The 81-year-old leader will try to use the three days of pomp marking NATO’s 75th anniversary to reassure allies over US leadership, and his own ability to govern, as calls grow for him to quit the fight for a second term in office. 

Biden has so far defied pressure from some within his party to step aside, after a disastrous TV debate against election rival Donald Trump last month fueled fears that he lacks mental acuity and physical fitness.

The US president was set to open the summit with a speech in the room where NATO’s founding treaty was signed in 1949 and expected to emphasise how the alliance has been strengthened on his watch.  

Also watch | NATO at 75 as alliance faces uncertain future

Other leaders appeared keen to rally around their host, with German Chancellor Olaf Scholz insisting as he set off from Berlin on Tuesday that he was “not concerned” by the president’s fitness. 

But as doubts swirl over Biden, the 32-nation alliance is nervously eyeing a potential return to the White House by Trump after elections in November.  

On the campaign trail, the volatile ex-reality TV star has threatened to blow apart the principle of mutual self-defence that has underpinned NATO since it was founded in the wake of World War II.

It’s not just the United States, however, that faces political questions. 

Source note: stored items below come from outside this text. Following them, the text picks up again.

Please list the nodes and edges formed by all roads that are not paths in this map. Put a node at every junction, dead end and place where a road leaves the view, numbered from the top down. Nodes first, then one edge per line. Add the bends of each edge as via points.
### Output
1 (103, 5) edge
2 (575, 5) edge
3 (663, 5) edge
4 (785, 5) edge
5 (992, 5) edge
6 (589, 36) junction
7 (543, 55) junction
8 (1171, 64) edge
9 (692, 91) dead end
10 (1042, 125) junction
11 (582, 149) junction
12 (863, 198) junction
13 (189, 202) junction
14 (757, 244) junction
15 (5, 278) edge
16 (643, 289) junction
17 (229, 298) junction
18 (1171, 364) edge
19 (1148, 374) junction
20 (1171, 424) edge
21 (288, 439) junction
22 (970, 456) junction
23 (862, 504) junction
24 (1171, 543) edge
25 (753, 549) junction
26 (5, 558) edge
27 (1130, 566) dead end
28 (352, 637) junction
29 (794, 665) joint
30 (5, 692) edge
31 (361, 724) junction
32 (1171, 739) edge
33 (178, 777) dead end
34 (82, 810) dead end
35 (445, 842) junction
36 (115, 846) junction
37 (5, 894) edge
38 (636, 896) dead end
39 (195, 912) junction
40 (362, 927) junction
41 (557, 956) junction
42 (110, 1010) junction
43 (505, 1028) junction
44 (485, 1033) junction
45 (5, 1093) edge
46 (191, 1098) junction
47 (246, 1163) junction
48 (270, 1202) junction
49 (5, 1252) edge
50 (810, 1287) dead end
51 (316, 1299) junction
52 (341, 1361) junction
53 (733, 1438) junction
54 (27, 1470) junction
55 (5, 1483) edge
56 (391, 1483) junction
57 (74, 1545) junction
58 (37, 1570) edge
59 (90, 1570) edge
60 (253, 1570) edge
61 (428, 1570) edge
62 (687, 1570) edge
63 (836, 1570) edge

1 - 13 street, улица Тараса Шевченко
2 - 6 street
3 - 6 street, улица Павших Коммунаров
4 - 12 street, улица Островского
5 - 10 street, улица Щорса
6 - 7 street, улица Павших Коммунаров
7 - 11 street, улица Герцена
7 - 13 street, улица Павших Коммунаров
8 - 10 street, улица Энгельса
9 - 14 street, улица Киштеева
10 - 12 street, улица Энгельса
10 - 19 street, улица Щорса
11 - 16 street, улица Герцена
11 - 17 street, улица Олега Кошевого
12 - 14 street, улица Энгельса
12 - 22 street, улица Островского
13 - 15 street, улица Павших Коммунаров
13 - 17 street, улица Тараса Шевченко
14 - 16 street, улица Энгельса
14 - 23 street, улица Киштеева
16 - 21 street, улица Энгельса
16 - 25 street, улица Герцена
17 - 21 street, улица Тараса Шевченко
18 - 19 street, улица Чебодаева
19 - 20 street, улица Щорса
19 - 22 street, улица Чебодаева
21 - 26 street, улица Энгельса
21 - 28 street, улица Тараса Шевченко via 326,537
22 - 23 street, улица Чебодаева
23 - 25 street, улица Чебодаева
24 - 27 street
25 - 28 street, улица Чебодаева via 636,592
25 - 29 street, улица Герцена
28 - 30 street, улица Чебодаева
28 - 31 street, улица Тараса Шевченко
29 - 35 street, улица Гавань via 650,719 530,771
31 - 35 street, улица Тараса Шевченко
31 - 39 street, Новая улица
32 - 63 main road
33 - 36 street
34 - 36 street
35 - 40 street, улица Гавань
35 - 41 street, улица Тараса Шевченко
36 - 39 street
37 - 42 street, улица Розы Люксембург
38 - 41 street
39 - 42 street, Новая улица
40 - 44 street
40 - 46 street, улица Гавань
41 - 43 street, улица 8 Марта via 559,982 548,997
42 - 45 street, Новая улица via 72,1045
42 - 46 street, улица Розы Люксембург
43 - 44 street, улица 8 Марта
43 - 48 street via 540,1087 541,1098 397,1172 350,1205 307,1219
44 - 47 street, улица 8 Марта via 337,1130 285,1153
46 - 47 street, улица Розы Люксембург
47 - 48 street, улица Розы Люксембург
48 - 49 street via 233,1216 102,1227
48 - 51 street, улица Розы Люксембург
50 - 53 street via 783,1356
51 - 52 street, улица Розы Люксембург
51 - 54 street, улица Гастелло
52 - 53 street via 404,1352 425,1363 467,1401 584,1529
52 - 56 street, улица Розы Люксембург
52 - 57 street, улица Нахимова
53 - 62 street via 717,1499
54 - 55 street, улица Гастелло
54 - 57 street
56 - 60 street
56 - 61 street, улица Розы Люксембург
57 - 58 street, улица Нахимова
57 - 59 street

French President Emmanuel Macron is struggling to form a government after divisive elections, new British Prime Minister Keir Starmer makes his first international outing, and Hungary’s premier Viktor Orban flies in after a much-criticised meeting with Russian leader Vladimir Putin.

Air defences for Ukraine

While they wrestle with the minefield of US politics, NATO leaders will have to show they haven’t been distracted from the reality of the battlefield in Ukraine. 

Ukrainian President Volodymyr Zelensky arrived Tuesday expecting to secure additional Patriot advanced air defence systems that he has been begging his backers to send for months to stave off Russian attacks.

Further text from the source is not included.